Will underwent surgery to make it easier for him to breathe but is still unable to swallow liquid as it leads to chest infections. He had a button gastrostomy fitted, just like his sister, in August 2020 at 10 months old.
Louisa Ferguson is consultant in otolaryngology and cleft lip and palate, who operated on Will. She said: “It is quite uncommon for two children in the same family to have such complex swallowing issues and for both to need a button gastrostomy. At Evelina London, we have a huge team of specialists who are experienced in dealing with complex and rare conditions, so we’ll continue to be there for Will and Izzy for as long as they need us.”
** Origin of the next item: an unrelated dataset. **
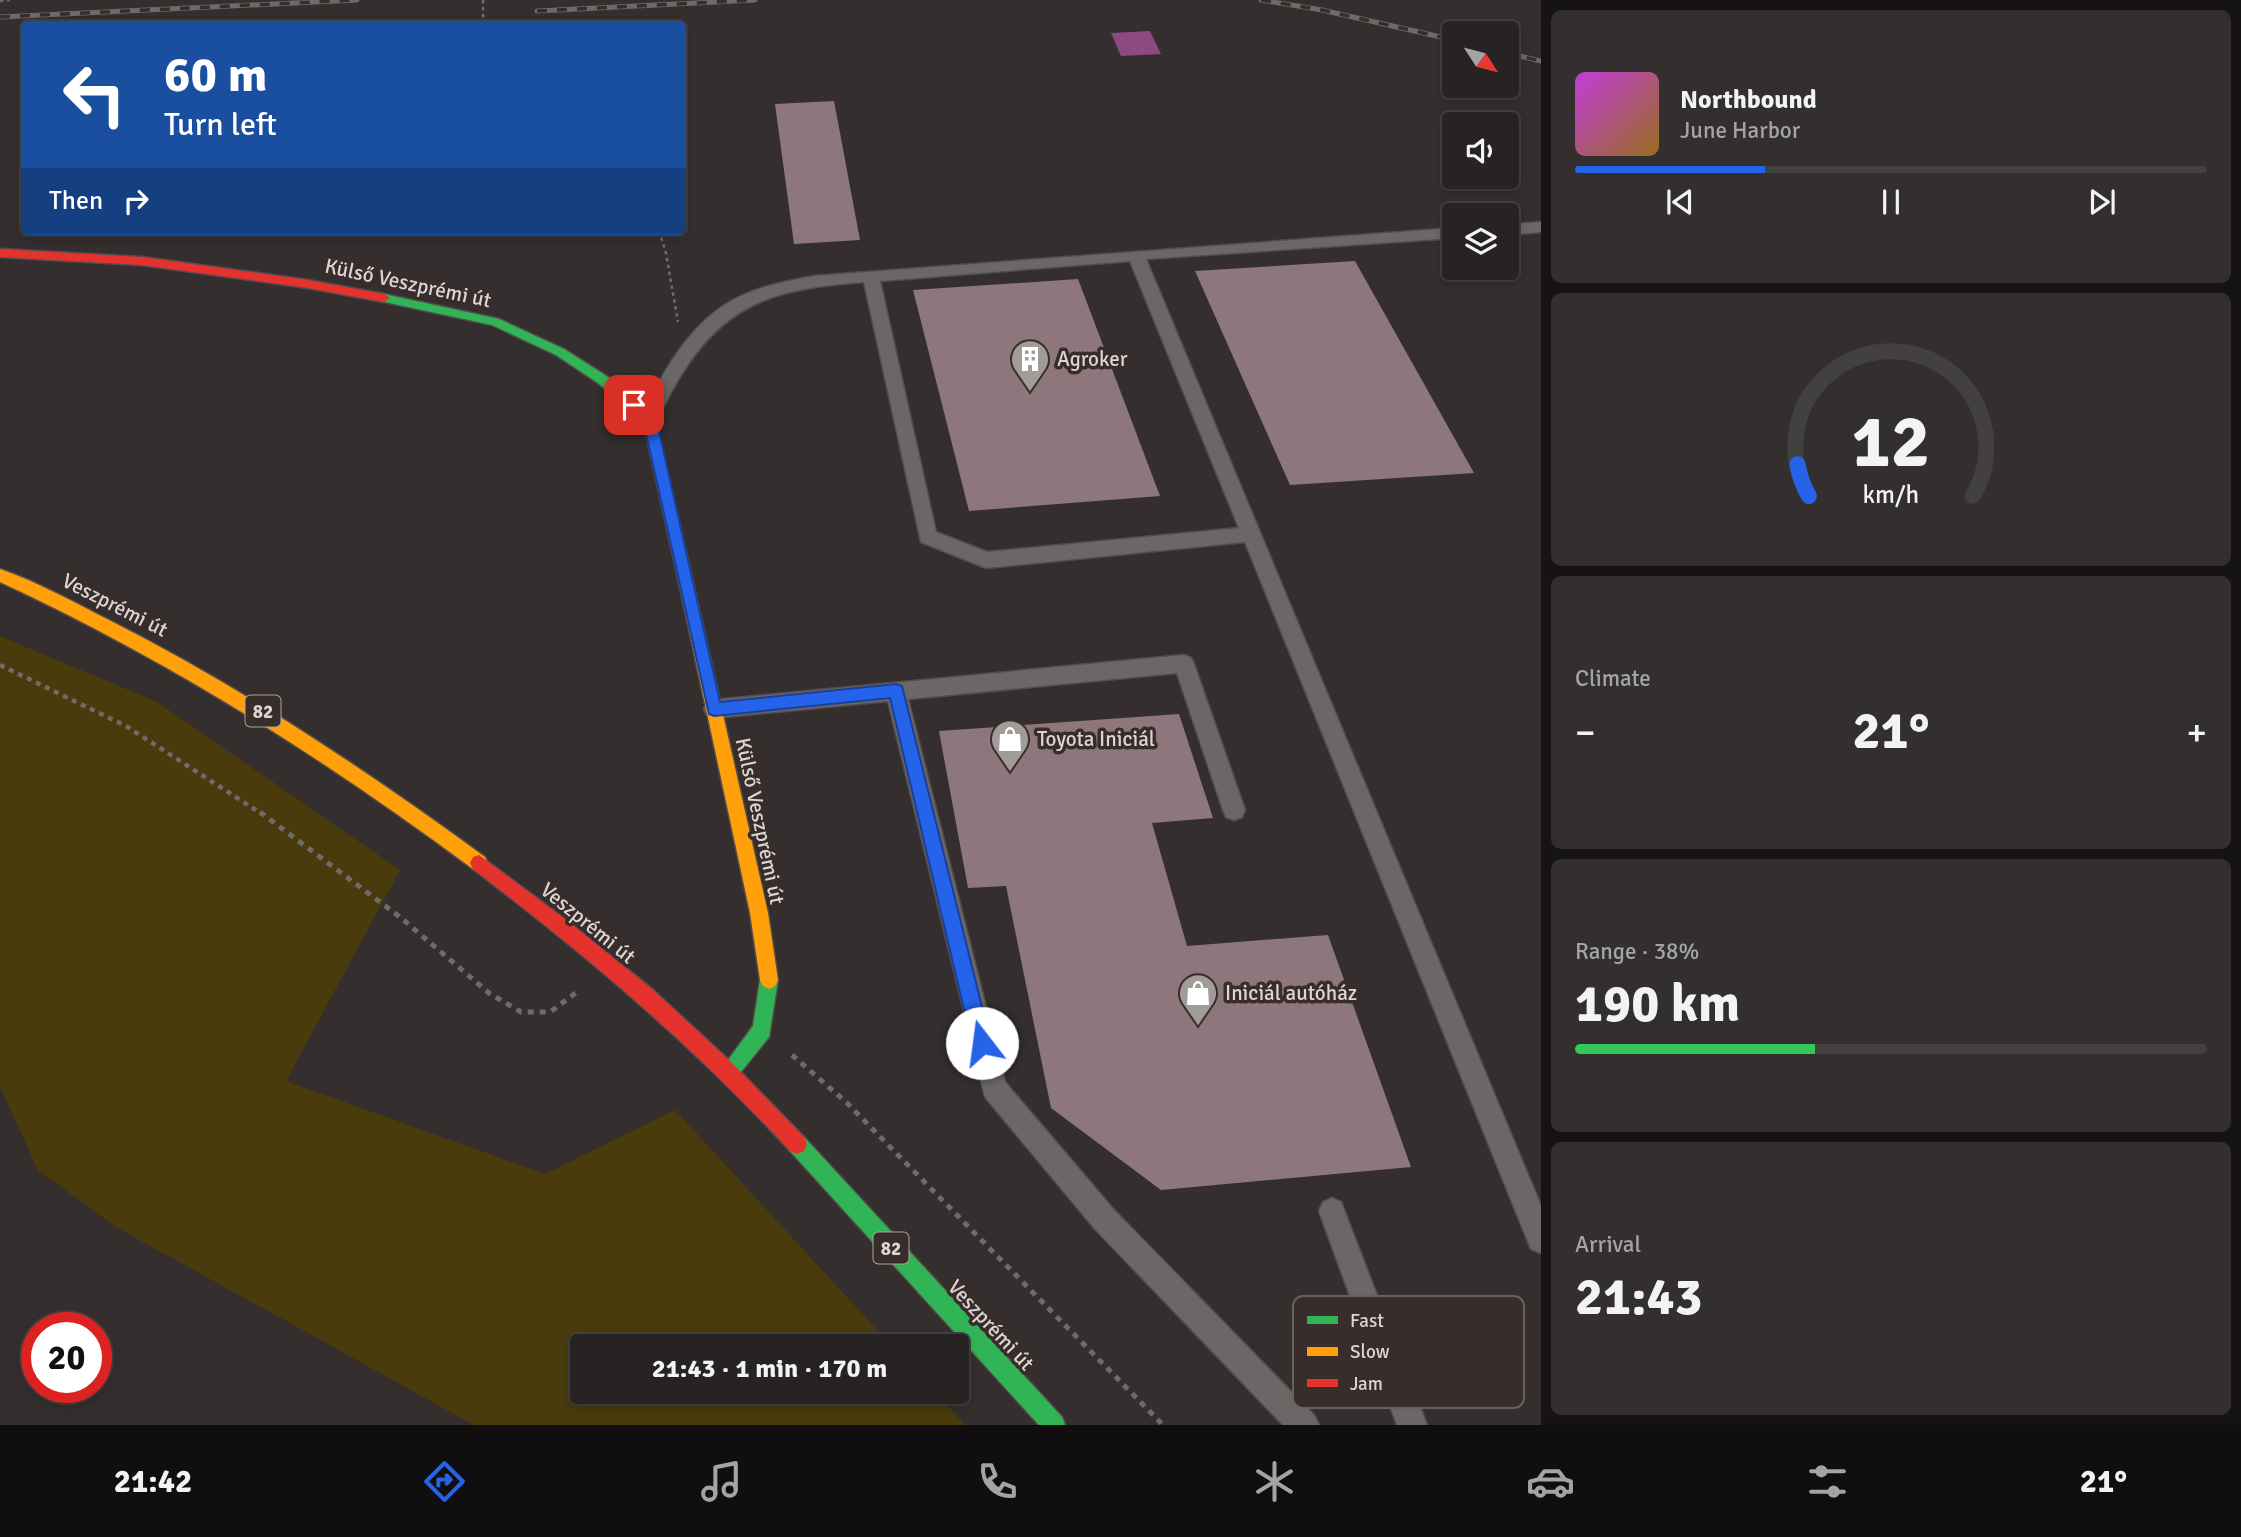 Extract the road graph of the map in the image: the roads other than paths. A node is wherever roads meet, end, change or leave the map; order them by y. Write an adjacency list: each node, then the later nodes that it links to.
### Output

Rebecca said: “They both have a button gastrostomy so Tom and I decided to get matching tattoos. We wanted to symbolise what we have been through as a family and show Izzy and Will that having a button is something to be proud of. Izzy is obsessed with the tattoos, always asking to see them and saying ‘now we are all matching’, and Will has expressed his disappointment that ours don’t move!”
Iain Yardley, a consultant paediatric and neonatal surgeon, operated on Izzy. He said: “As a family, the Goldings have faced some really significant challenges with the complex conditions that both Izzy and Will have. It has been a massive privilege to be part of the huge team at Evelina London who look after them and support them as a family. Watching children like Izzy and Will overcome these challenges to grow up and blossom is why we do what we do.”
To thank the team who looked after Izzy and Will, dad Tom has completed a 400 mile bike ride across the Scottish Highlands to raise money for Evelina London Children’s Charity.
Louisa Ferguson continued: “We are so grateful to families like Tom and Rebecca Golding who go above and beyond to support Evelina London so we can be there for even more children in the future.”
Tom said: “I am doing the ride for three reasons. Firstly to raise awareness of Evelina London Children’s Hospital and what they do – they are unsung heroes who save lives every day. Secondly, to raise as much money as possible for this incredible hospital so that those who work there can continue to carry out amazing treatment for children who need it most. Finally, I want to put myself through these tough challenges in order to thank Evelina London for saving my children’s lives – they will never know how grateful I am.”